• [Records drawn from a dataset]:
"""

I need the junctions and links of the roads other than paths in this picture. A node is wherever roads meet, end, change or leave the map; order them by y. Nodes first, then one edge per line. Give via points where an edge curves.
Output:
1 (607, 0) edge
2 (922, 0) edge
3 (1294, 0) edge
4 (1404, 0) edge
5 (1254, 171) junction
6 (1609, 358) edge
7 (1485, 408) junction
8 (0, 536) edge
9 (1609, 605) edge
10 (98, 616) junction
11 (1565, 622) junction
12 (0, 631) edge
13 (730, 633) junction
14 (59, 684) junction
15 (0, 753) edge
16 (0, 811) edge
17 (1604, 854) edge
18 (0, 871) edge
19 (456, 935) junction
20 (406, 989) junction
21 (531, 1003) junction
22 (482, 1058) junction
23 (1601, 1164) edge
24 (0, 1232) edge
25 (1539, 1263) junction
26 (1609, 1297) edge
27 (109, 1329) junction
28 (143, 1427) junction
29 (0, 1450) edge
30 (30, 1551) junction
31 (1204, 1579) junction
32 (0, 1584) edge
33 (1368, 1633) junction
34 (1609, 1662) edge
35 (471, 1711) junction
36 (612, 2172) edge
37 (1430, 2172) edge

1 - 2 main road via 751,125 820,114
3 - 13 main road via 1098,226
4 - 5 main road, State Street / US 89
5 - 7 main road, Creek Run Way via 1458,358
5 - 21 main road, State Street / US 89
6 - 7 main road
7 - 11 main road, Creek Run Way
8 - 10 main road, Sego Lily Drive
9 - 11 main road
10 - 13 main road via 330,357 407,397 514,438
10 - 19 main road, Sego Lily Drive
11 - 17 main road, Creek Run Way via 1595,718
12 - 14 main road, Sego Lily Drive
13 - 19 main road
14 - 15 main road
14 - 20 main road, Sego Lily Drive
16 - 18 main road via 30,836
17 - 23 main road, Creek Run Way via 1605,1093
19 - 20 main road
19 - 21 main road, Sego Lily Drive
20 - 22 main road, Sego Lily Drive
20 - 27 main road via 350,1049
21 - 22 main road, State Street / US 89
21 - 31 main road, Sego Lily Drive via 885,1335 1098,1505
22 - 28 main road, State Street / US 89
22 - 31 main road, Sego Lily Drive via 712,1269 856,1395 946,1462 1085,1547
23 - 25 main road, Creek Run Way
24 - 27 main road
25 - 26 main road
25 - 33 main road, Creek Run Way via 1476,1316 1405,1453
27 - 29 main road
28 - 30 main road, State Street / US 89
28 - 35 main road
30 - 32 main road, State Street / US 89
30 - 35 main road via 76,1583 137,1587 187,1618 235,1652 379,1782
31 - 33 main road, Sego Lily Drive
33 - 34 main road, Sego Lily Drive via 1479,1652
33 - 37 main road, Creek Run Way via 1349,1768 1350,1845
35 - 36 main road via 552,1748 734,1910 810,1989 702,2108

"""

Nothing in the records should change when you repeat them all.

• [RESPONSE FOR THIS EXERCISE]:
I need the junctions and links of the roads other than paths in this picture. A node is wherever roads meet, end, change or leave the map; order them by y. Nodes first, then one edge per line. Give via points where an edge curves.
Output:
1 (607, 0) edge
2 (922, 0) edge
3 (1294, 0) edge
4 (1404, 0) edge
5 (1254, 171) junction
6 (1609, 358) edge
7 (1485, 408) junction
8 (0, 536) edge
9 (1609, 605) edge
10 (98, 616) junction
11 (1565, 622) junction
12 (0, 631) edge
13 (730, 633) junction
14 (59, 684) junction
15 (0, 753) edge
16 (0, 811) edge
17 (1604, 854) edge
18 (0, 871) edge
19 (456, 935) junction
20 (406, 989) junction
21 (531, 1003) junction
22 (482, 1058) junction
23 (1601, 1164) edge
24 (0, 1232) edge
25 (1539, 1263) junction
26 (1609, 1297) edge
27 (109, 1329) junction
28 (143, 1427) junction
29 (0, 1450) edge
30 (30, 1551) junction
31 (1204, 1579) junction
32 (0, 1584) edge
33 (1368, 1633) junction
34 (1609, 1662) edge
35 (471, 1711) junction
36 (612, 2172) edge
37 (1430, 2172) edge

1 - 2 main road via 751,125 820,114
3 - 13 main road via 1098,226
4 - 5 main road, State Street / US 89
5 - 7 main road, Creek Run Way via 1458,358
5 - 21 main road, State Street / US 89
6 - 7 main road
7 - 11 main road, Creek Run Way
8 - 10 main road, Sego Lily Drive
9 - 11 main road
10 - 13 main road via 330,357 407,397 514,438
10 - 19 main road, Sego Lily Drive
11 - 17 main road, Creek Run Way via 1595,718
12 - 14 main road, Sego Lily Drive
13 - 19 main road
14 - 15 main road
14 - 20 main road, Sego Lily Drive
16 - 18 main road via 30,836
17 - 23 main road, Creek Run Way via 1605,1093
19 - 20 main road
19 - 21 main road, Sego Lily Drive
20 - 22 main road, Sego Lily Drive
20 - 27 main road via 350,1049
21 - 22 main road, State Street / US 89
21 - 31 main road, Sego Lily Drive via 885,1335 1098,1505
22 - 28 main road, State Street / US 89
22 - 31 main road, Sego Lily Drive via 712,1269 856,1395 946,1462 1085,1547
23 - 25 main road, Creek Run Way
24 - 27 main road
25 - 26 main road
25 - 33 main road, Creek Run Way via 1476,1316 1405,1453
27 - 29 main road
28 - 30 main road, State Street / US 89
28 - 35 main road
30 - 32 main road, State Street / US 89
30 - 35 main road via 76,1583 137,1587 187,1618 235,1652 379,1782
31 - 33 main road, Sego Lily Drive
33 - 34 main road, Sego Lily Drive via 1479,1652
33 - 37 main road, Creek Run Way via 1349,1768 1350,1845
35 - 36 main road via 552,1748 734,1910 810,1989 702,2108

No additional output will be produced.